- _Instructions for the task_:
Using the data beneath, show every line that includes the word "other".

[Supplied material — start]

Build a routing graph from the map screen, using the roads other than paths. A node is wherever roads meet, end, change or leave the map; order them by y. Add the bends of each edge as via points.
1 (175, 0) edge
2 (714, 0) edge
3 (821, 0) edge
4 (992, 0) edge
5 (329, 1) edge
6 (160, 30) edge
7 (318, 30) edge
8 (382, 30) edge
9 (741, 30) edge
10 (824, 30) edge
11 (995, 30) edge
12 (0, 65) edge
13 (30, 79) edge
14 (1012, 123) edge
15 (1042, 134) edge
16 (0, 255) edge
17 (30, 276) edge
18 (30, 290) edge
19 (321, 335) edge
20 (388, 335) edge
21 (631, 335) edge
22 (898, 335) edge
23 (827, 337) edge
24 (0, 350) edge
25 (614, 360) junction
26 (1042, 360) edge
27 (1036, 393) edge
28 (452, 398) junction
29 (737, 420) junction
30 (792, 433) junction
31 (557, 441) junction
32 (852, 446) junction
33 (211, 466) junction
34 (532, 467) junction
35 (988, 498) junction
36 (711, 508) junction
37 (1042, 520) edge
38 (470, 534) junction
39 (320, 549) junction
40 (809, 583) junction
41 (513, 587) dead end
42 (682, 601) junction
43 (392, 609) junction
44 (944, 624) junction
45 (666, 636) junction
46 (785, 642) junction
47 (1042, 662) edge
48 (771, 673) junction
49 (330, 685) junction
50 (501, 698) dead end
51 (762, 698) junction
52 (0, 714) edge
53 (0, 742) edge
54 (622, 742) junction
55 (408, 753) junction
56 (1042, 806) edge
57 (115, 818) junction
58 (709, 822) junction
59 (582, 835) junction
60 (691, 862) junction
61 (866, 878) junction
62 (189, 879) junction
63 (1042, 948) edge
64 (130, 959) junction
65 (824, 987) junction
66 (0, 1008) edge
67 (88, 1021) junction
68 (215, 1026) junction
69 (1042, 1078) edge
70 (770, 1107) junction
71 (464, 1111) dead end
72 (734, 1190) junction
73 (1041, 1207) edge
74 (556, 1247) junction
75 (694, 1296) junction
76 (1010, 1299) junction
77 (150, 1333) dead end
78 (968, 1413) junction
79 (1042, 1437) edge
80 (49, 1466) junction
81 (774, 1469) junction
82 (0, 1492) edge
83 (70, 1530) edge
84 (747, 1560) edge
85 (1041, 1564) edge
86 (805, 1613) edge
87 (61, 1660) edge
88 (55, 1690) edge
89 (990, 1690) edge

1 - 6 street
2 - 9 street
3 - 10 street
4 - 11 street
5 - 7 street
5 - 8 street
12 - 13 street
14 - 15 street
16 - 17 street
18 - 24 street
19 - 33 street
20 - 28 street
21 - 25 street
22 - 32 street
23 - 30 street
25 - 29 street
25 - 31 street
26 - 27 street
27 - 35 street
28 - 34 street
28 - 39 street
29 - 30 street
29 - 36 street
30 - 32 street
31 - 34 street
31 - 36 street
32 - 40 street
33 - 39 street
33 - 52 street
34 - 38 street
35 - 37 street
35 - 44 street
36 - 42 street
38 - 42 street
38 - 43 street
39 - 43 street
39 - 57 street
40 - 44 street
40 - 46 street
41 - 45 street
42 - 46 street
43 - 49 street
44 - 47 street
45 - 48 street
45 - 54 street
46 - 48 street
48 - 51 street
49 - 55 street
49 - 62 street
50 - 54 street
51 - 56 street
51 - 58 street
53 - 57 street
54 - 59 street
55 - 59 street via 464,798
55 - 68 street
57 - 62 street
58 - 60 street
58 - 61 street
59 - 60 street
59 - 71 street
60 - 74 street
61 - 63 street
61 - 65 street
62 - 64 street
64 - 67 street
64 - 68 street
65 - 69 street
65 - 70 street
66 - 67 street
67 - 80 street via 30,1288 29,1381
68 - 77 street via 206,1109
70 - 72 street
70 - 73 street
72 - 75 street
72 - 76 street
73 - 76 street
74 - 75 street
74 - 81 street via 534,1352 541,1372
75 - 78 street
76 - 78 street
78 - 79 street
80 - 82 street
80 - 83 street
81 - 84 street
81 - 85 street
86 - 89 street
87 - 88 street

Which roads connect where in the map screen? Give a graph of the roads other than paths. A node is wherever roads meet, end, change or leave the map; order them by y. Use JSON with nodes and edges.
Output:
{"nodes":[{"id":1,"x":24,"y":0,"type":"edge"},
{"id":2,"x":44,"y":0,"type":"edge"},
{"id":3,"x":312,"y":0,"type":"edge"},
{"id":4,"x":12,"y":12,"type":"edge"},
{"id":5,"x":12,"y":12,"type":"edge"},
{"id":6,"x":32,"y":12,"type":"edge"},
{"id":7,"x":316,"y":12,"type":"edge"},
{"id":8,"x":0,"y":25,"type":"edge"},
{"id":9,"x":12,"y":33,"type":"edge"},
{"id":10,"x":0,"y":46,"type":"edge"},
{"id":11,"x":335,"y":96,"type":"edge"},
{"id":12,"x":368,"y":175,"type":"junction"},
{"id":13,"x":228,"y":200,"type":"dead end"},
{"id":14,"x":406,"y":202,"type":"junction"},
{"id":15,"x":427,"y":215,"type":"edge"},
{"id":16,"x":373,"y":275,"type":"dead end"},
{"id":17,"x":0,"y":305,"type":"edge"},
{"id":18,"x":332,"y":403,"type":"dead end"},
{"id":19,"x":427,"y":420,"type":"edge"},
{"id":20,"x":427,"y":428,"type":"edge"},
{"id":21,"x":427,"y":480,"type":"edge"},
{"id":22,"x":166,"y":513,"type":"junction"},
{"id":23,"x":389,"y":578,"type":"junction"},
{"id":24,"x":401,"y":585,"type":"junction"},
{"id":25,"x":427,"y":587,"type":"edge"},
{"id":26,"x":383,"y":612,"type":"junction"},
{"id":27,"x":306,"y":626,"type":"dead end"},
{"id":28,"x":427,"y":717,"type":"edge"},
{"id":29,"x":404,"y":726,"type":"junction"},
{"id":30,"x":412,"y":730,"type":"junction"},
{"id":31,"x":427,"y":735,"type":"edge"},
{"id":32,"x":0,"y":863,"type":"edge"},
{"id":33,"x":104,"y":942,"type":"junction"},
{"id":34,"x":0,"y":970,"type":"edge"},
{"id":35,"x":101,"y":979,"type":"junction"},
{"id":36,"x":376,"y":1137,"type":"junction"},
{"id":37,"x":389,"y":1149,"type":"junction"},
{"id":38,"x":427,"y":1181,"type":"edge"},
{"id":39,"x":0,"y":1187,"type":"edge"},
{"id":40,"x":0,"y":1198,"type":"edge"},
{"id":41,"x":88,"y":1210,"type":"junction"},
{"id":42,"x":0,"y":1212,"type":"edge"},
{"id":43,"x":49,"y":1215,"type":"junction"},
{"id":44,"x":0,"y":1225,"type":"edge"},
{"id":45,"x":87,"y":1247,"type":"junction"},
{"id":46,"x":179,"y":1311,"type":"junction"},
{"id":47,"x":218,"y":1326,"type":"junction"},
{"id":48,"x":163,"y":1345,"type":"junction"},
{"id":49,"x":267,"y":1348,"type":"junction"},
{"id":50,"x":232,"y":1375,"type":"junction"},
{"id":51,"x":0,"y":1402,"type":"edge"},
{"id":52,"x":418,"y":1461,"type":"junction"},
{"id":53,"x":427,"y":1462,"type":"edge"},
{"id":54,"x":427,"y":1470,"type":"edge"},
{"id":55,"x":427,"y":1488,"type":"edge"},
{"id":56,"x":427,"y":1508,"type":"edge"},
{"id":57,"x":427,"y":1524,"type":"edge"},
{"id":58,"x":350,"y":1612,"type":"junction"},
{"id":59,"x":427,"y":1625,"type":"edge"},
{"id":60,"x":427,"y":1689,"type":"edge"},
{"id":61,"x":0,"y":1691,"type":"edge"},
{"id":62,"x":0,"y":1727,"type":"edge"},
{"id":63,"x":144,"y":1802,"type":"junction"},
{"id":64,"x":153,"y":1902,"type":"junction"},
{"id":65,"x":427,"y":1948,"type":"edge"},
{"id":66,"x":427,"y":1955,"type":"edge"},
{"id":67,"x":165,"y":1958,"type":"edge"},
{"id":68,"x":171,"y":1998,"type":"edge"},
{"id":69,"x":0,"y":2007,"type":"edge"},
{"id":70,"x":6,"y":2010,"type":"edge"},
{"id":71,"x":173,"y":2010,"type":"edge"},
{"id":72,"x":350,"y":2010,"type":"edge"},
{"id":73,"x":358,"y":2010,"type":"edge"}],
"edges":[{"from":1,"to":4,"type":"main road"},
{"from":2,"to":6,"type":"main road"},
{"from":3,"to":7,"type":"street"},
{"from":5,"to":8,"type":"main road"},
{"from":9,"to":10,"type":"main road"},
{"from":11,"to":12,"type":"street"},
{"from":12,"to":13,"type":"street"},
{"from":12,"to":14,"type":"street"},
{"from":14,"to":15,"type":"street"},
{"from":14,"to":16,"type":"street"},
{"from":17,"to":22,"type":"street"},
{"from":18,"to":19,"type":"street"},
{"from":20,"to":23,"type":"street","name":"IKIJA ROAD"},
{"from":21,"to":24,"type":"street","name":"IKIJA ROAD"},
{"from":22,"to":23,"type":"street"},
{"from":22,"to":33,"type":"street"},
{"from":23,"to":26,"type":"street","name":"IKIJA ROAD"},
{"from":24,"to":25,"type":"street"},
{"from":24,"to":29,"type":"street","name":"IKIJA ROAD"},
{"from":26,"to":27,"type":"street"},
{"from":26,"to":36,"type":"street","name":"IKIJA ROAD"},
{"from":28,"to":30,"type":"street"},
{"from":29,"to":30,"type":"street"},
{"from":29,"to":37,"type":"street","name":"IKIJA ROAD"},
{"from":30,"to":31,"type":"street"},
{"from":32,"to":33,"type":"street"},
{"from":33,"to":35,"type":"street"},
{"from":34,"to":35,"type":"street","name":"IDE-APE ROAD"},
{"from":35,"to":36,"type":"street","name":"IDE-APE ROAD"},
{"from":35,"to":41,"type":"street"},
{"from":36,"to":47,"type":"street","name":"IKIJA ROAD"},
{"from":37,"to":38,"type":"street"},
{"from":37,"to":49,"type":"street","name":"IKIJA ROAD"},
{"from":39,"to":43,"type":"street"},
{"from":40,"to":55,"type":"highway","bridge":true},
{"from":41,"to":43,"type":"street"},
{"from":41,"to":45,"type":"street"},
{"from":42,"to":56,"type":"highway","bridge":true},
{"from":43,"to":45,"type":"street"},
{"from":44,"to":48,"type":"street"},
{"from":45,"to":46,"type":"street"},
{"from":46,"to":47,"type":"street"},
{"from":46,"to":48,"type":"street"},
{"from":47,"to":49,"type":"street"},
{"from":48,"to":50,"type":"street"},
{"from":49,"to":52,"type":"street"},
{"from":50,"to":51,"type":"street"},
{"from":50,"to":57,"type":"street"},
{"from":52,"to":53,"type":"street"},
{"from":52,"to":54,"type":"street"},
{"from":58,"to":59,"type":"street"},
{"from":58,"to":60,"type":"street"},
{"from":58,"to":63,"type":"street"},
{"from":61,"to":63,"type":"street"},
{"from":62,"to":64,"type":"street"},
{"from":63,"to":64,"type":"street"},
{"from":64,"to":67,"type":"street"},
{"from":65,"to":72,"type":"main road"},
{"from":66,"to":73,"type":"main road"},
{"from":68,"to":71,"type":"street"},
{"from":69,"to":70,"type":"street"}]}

[Supplied material — finish]

- _Task solution_:
Build a routing graph from the map screen, using the roads other than paths. A node is wherever roads meet, end, change or leave the map; order them by y. Add the bends of each edge as via points.
Which roads connect where in the map screen? Give a graph of the roads other than paths. A node is wherever roads meet, end, change or leave the map; order them by y. Use JSON with nodes and edges.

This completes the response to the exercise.